→ **GOAL OF THE EXERCISE**
Word for word, print each line of the listing below; pictures stay out.

##############################

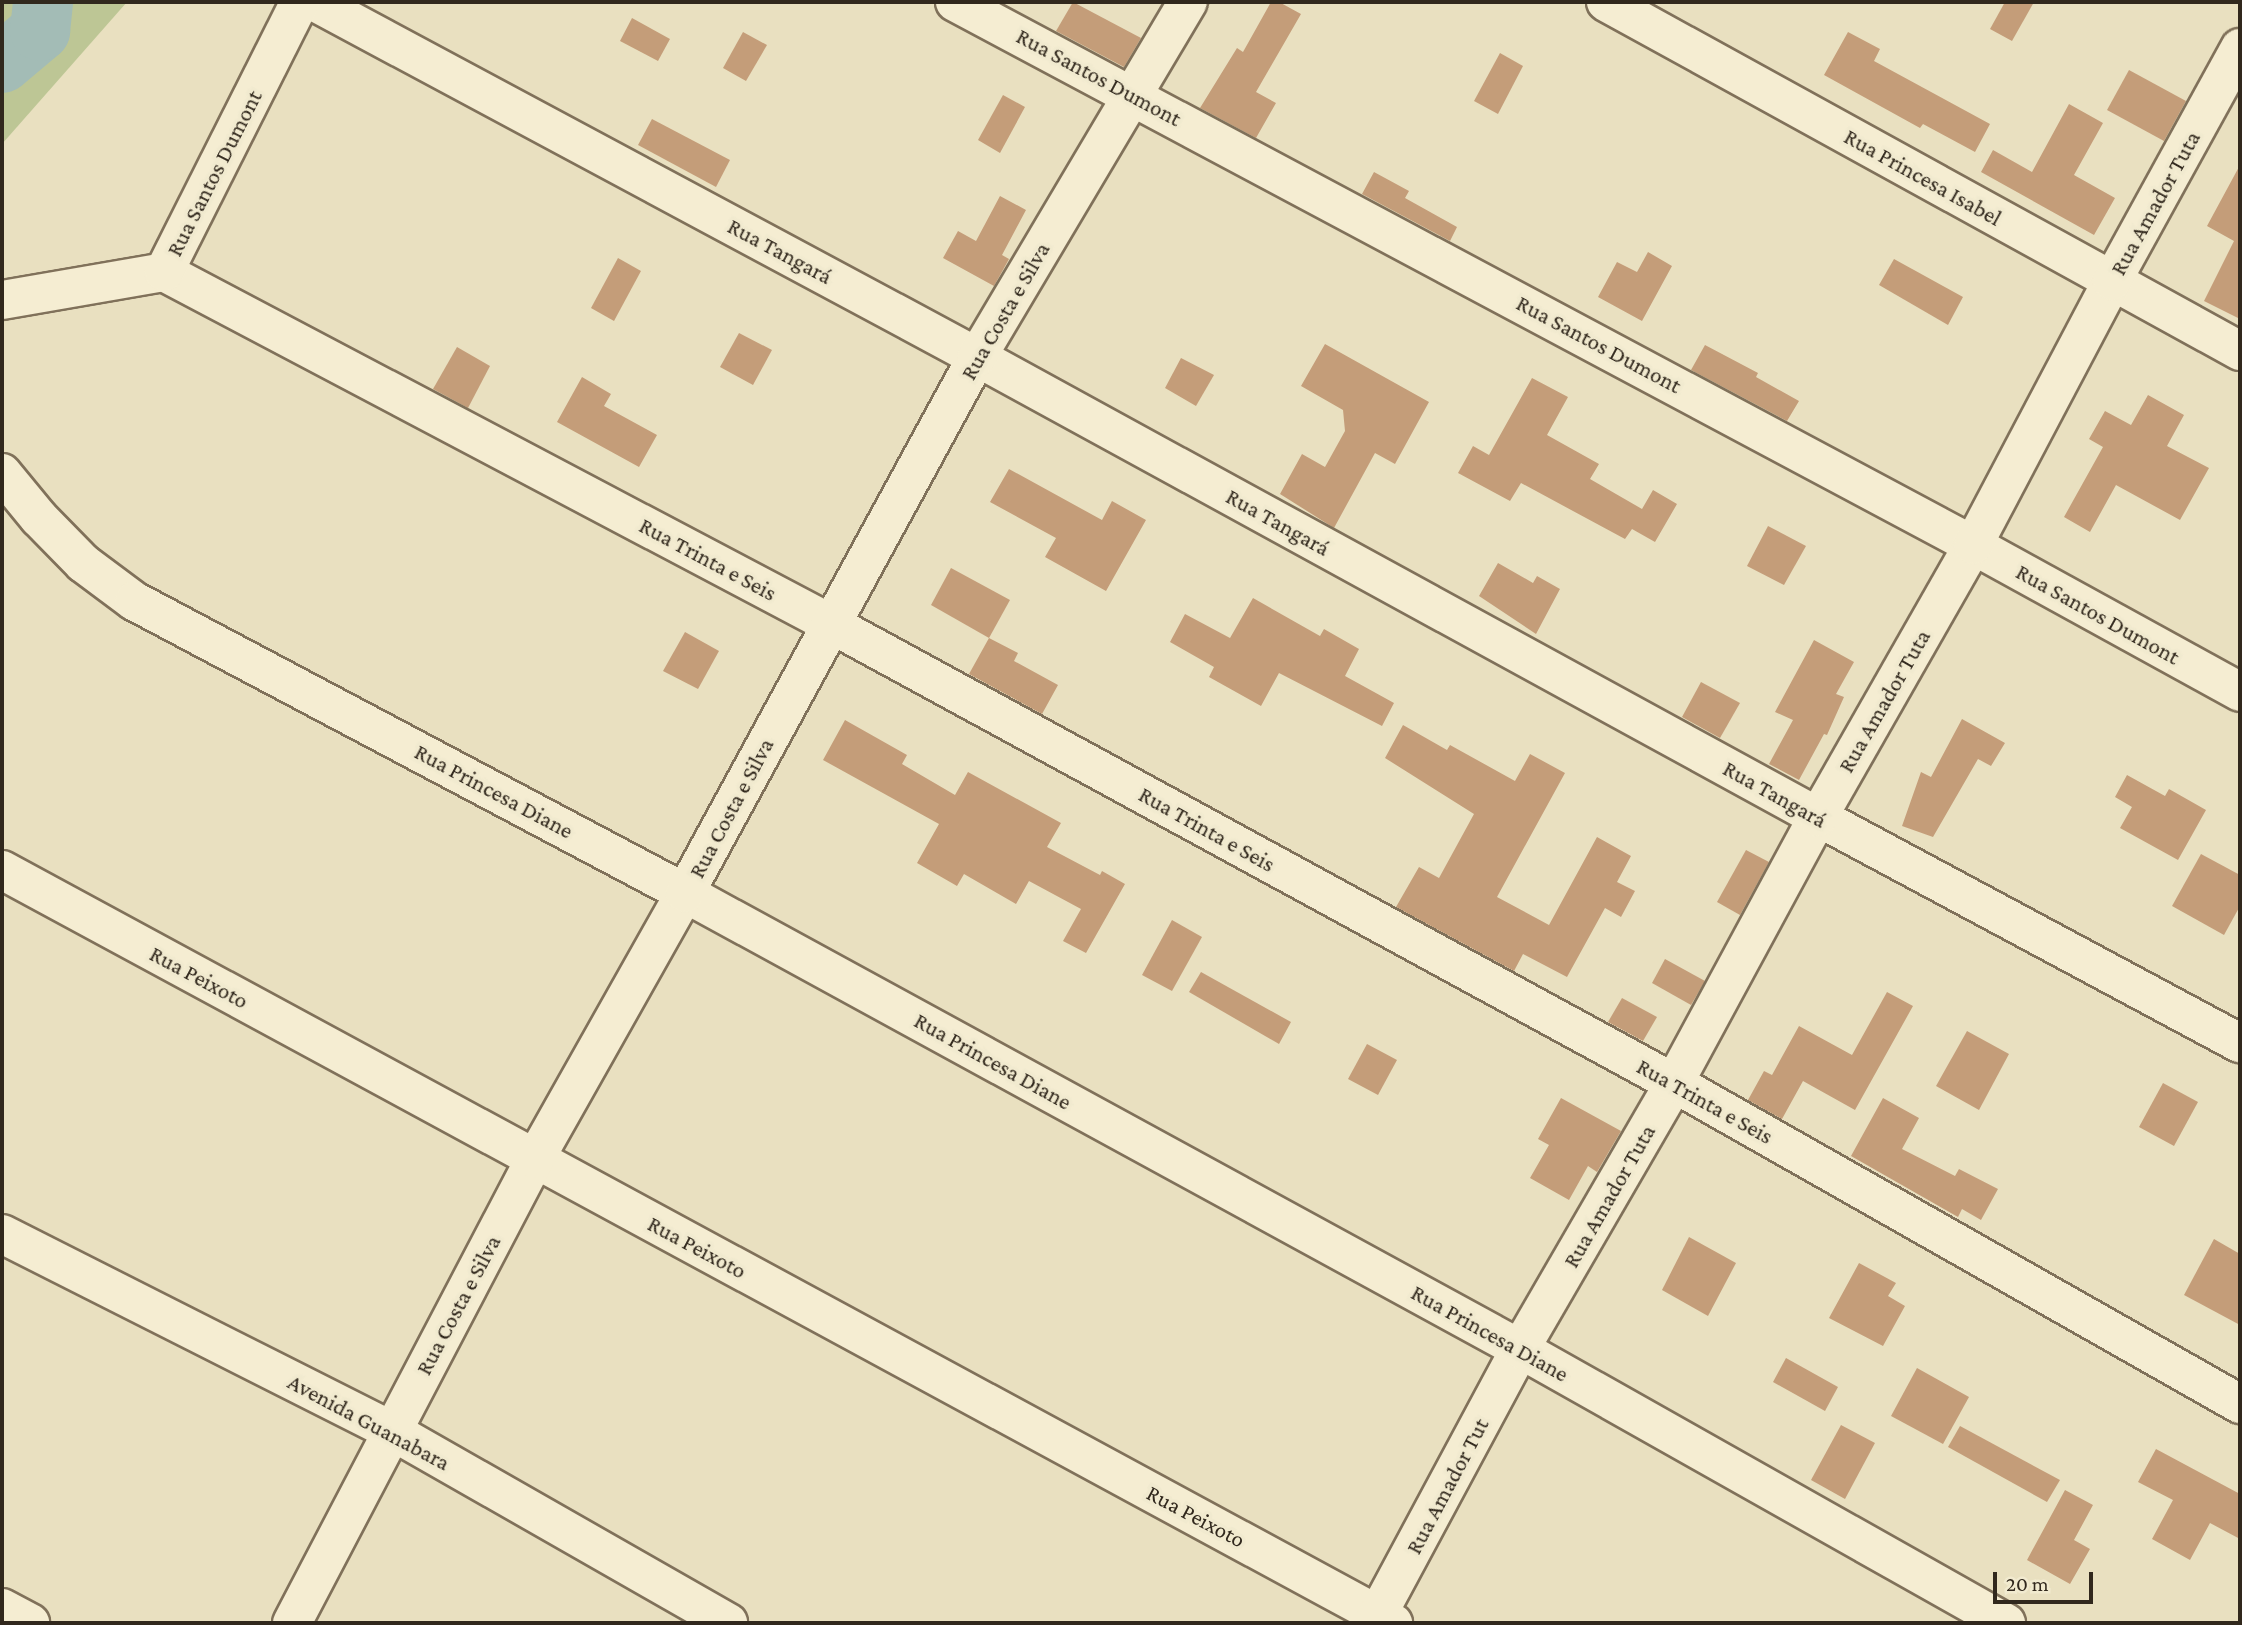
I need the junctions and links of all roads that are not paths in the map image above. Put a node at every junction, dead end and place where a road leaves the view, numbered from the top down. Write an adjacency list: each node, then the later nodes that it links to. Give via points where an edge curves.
1 (300, 2): 8 (street, Rua Santos Dumont)
2 (315, 2): 12 (street, Rua Tangará)
3 (956, 2): 7 (street, Rua Santos Dumont)
4 (1188, 2): 7 (street, Rua Costa e Silva)
5 (1606, 2): 9 (street, Rua Princesa Isabel)
6 (2240, 48): 9 (street, Rua Amador Tuta)
7 (1133, 95): 12 (street, Rua Costa e Silva); 14 (street, Rua Santos Dumont)
8 (164, 272): 10 (street, Rua Santos Dumont); 15 (street, Rua Trinta e Seis)
9 (2112, 281): 11 (street, Rua Princesa Isabel); 14 (street, Rua Amador Tuta)
10 (2, 300)
11 (2240, 351)
12 (977, 357): 15 (street, Rua Costa e Silva); 17 (street, Rua Tangará)
13 (2, 473): 19 (street, Rua Princesa Diane, via 83,563 134,601)
14 (1973, 545): 16 (street, Rua Santos Dumont); 17 (street, Rua Amador Tuta)
15 (831, 624): 19 (street, Rua Costa e Silva); 21 (street, Rua Trinta e Seis)
16 (2240, 692)
17 (1818, 817): 20 (street, Rua Tangará); 21 (street, Rua Amador Tuta)
18 (2, 870): 22 (street, Rua Peixoto)
19 (685, 893): 22 (street, Rua Costa e Silva); 24 (street, Rua Princesa Diane)
20 (2240, 1044)
21 (1674, 1083): 24 (street, Rua Amador Tuta); 25 (street, Rua Trinta e Seis)
22 (535, 1159): 26 (street, Rua Costa e Silva); 28 (street, Rua Peixoto)
23 (2, 1234): 26 (street, Avenida Guanabara)
24 (1520, 1349): 28 (street, Rua Amador Tut); 32 (street, Rua Princesa Diane)
25 (2240, 1404)
26 (392, 1431): 30 (street, Rua Costa e Silva); 31 (street, Avenida Guanabara)
27 (2, 1608): 29 (street)
28 (1381, 1620)
29 (30, 1623)
30 (292, 1623)
31 (728, 1623)
32 (2006, 1623)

##############################

→ **COMPLETED TASK**
I need the junctions and links of all roads that are not paths in the map image above. Put a node at every junction, dead end and place where a road leaves the view, numbered from the top down. Write an adjacency list: each node, then the later nodes that it links to. Give via points where an edge curves.
1 (300, 2): 8 (street, Rua Santos Dumont)
2 (315, 2): 12 (street, Rua Tangará)
3 (956, 2): 7 (street, Rua Santos Dumont)
4 (1188, 2): 7 (street, Rua Costa e Silva)
5 (1606, 2): 9 (street, Rua Princesa Isabel)
6 (2240, 48): 9 (street, Rua Amador Tuta)
7 (1133, 95): 12 (street, Rua Costa e Silva); 14 (street, Rua Santos Dumont)
8 (164, 272): 10 (street, Rua Santos Dumont); 15 (street, Rua Trinta e Seis)
9 (2112, 281): 11 (street, Rua Princesa Isabel); 14 (street, Rua Amador Tuta)
10 (2, 300)
11 (2240, 351)
12 (977, 357): 15 (street, Rua Costa e Silva); 17 (street, Rua Tangará)
13 (2, 473): 19 (street, Rua Princesa Diane, via 83,563 134,601)
14 (1973, 545): 16 (street, Rua Santos Dumont); 17 (street, Rua Amador Tuta)
15 (831, 624): 19 (street, Rua Costa e Silva); 21 (street, Rua Trinta e Seis)
16 (2240, 692)
17 (1818, 817): 20 (street, Rua Tangará); 21 (street, Rua Amador Tuta)
18 (2, 870): 22 (street, Rua Peixoto)
19 (685, 893): 22 (street, Rua Costa e Silva); 24 (street, Rua Princesa Diane)
20 (2240, 1044)
21 (1674, 1083): 24 (street, Rua Amador Tuta); 25 (street, Rua Trinta e Seis)
22 (535, 1159): 26 (street, Rua Costa e Silva); 28 (street, Rua Peixoto)
23 (2, 1234): 26 (street, Avenida Guanabara)
24 (1520, 1349): 28 (street, Rua Amador Tut); 32 (street, Rua Princesa Diane)
25 (2240, 1404)
26 (392, 1431): 30 (street, Rua Costa e Silva); 31 (street, Avenida Guanabara)
27 (2, 1608): 29 (street)
28 (1381, 1620)
29 (30, 1623)
30 (292, 1623)
31 (728, 1623)
32 (2006, 1623)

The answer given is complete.